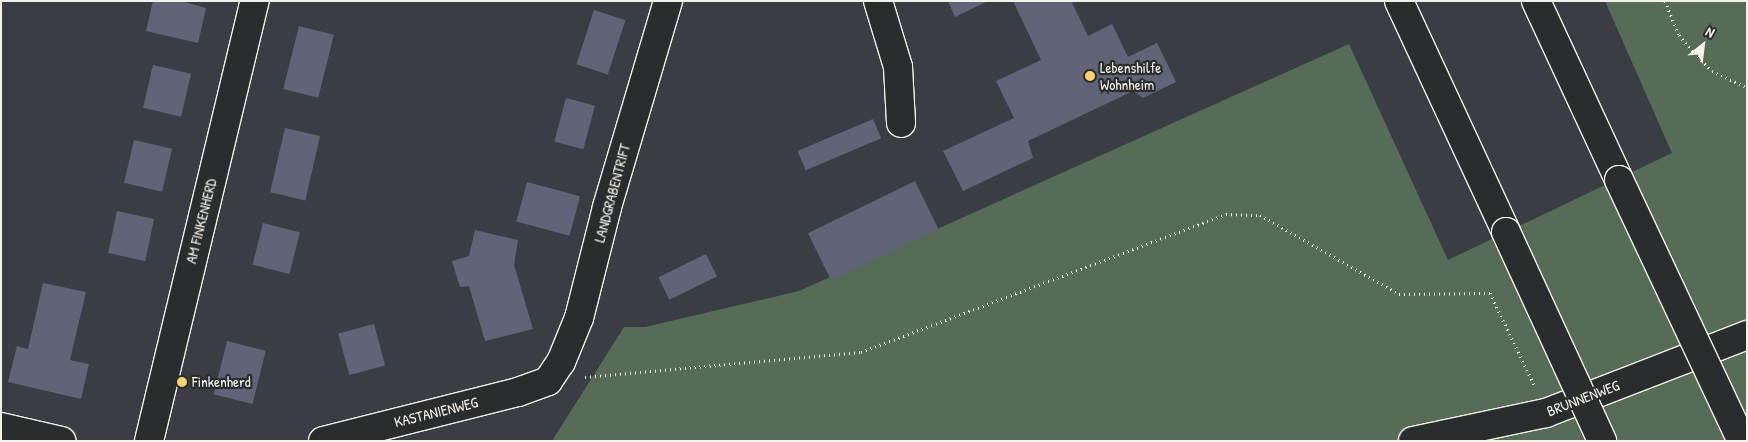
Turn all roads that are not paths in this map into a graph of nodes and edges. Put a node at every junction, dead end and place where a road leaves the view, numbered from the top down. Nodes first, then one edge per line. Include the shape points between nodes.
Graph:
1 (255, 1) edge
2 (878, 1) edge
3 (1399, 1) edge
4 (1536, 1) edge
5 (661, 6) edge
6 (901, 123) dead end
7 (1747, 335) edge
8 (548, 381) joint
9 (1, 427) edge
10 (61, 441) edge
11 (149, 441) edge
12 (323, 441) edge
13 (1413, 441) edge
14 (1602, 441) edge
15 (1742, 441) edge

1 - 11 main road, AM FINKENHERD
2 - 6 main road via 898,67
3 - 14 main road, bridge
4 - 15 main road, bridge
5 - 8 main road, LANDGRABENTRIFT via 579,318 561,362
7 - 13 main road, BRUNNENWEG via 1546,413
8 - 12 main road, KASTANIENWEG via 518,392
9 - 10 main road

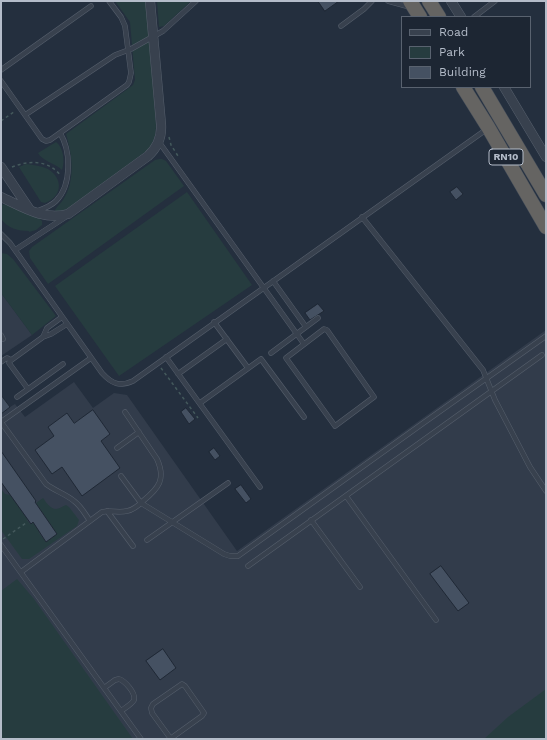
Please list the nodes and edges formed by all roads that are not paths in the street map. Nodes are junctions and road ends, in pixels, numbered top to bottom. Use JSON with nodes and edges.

--

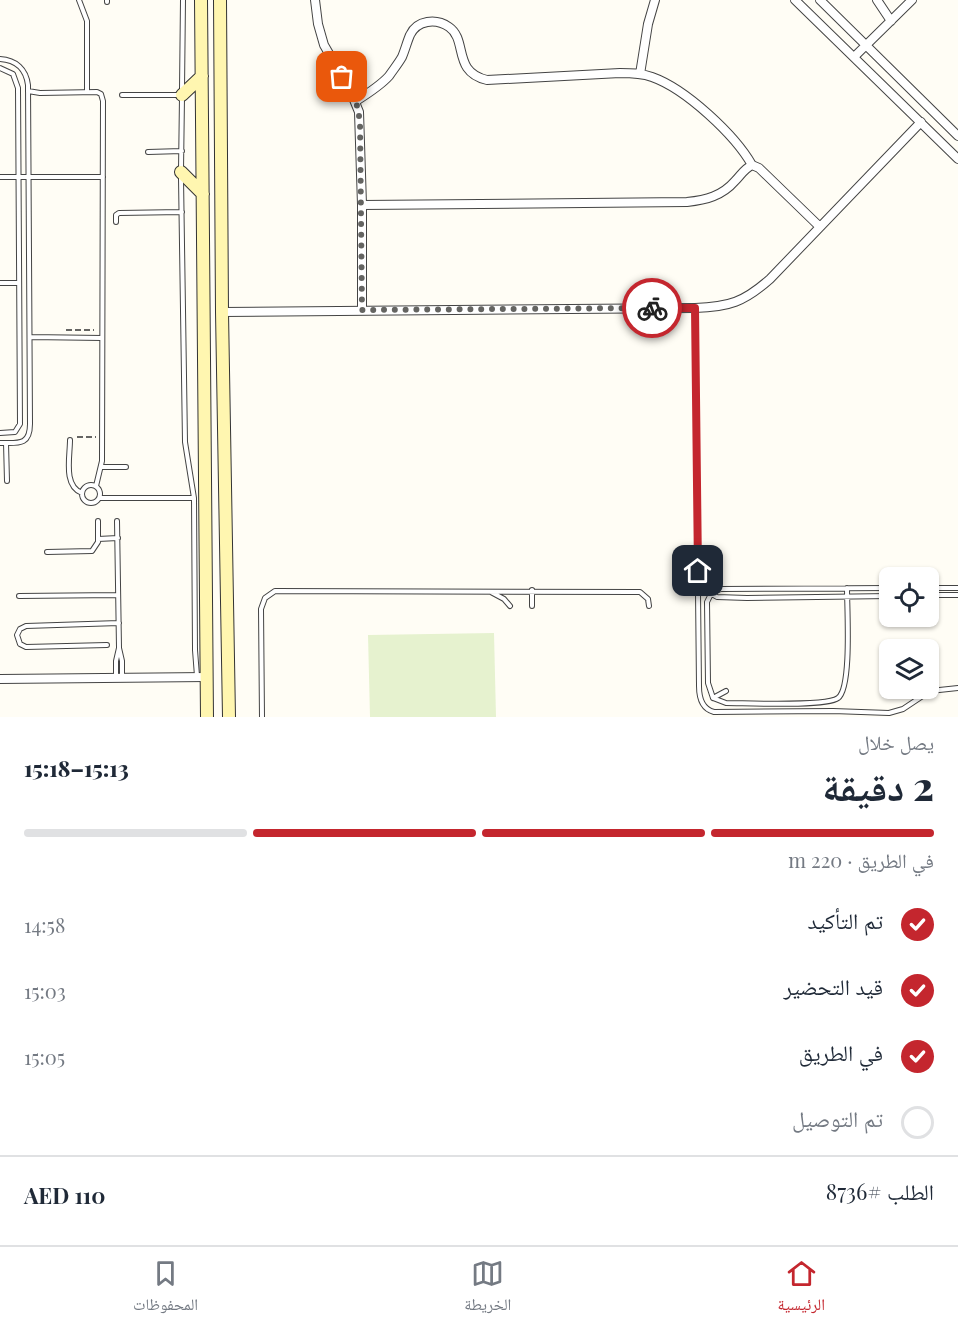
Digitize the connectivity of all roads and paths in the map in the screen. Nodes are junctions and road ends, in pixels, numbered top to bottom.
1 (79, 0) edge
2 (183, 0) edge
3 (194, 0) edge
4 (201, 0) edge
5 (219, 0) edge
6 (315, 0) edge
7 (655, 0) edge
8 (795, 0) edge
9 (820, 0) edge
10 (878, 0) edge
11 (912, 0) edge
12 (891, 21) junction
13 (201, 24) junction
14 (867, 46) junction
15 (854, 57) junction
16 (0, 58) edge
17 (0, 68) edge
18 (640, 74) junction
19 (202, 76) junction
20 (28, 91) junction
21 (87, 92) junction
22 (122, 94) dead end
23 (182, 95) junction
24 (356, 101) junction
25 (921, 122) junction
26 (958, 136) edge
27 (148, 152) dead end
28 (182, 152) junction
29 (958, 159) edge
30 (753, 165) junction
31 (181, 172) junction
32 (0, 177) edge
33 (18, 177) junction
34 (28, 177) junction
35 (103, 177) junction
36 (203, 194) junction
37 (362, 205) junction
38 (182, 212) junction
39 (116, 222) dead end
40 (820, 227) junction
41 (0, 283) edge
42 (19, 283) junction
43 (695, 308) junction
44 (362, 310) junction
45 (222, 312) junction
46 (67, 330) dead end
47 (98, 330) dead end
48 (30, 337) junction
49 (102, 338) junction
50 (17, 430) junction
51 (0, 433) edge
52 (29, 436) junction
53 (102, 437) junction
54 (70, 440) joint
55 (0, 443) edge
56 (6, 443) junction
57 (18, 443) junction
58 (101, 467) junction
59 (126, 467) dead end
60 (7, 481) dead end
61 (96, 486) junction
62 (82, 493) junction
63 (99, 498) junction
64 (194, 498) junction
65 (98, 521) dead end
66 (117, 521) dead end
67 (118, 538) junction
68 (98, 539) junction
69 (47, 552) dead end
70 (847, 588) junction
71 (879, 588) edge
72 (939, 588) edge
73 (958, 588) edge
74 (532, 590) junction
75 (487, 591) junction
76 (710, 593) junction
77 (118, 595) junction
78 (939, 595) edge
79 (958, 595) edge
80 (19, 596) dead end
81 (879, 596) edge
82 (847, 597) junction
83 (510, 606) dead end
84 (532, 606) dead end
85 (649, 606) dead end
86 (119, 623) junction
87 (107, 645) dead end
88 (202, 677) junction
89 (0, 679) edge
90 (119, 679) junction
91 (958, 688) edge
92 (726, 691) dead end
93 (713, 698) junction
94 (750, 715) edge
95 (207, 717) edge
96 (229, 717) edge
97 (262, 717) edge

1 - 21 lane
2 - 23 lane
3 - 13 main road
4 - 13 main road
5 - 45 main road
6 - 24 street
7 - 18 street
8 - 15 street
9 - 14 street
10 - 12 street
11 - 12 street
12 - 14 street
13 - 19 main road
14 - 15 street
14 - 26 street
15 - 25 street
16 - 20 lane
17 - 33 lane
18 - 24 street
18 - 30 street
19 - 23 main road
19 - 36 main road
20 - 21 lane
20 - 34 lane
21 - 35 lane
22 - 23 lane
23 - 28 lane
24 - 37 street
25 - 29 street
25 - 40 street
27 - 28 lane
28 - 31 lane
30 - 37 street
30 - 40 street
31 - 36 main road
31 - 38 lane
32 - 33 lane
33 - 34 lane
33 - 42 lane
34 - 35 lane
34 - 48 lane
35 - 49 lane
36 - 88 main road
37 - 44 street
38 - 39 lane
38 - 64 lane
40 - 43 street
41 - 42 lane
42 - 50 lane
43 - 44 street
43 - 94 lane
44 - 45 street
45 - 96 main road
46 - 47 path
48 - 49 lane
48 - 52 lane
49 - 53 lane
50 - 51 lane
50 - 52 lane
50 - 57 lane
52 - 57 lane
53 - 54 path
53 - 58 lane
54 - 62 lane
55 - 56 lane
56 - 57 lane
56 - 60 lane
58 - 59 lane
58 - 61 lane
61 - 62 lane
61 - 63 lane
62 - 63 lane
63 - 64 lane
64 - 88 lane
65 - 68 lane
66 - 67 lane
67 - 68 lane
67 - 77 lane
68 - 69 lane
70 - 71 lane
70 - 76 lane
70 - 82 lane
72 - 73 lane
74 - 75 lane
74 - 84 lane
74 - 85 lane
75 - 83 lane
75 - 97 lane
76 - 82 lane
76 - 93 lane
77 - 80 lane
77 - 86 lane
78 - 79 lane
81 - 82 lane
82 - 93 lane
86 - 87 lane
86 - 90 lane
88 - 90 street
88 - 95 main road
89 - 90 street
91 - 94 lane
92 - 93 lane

◆ What to do ◆
Go through the material line by line and work out how many lines include the string "that". Reply with the number only.

◆ Response to the task ◆
2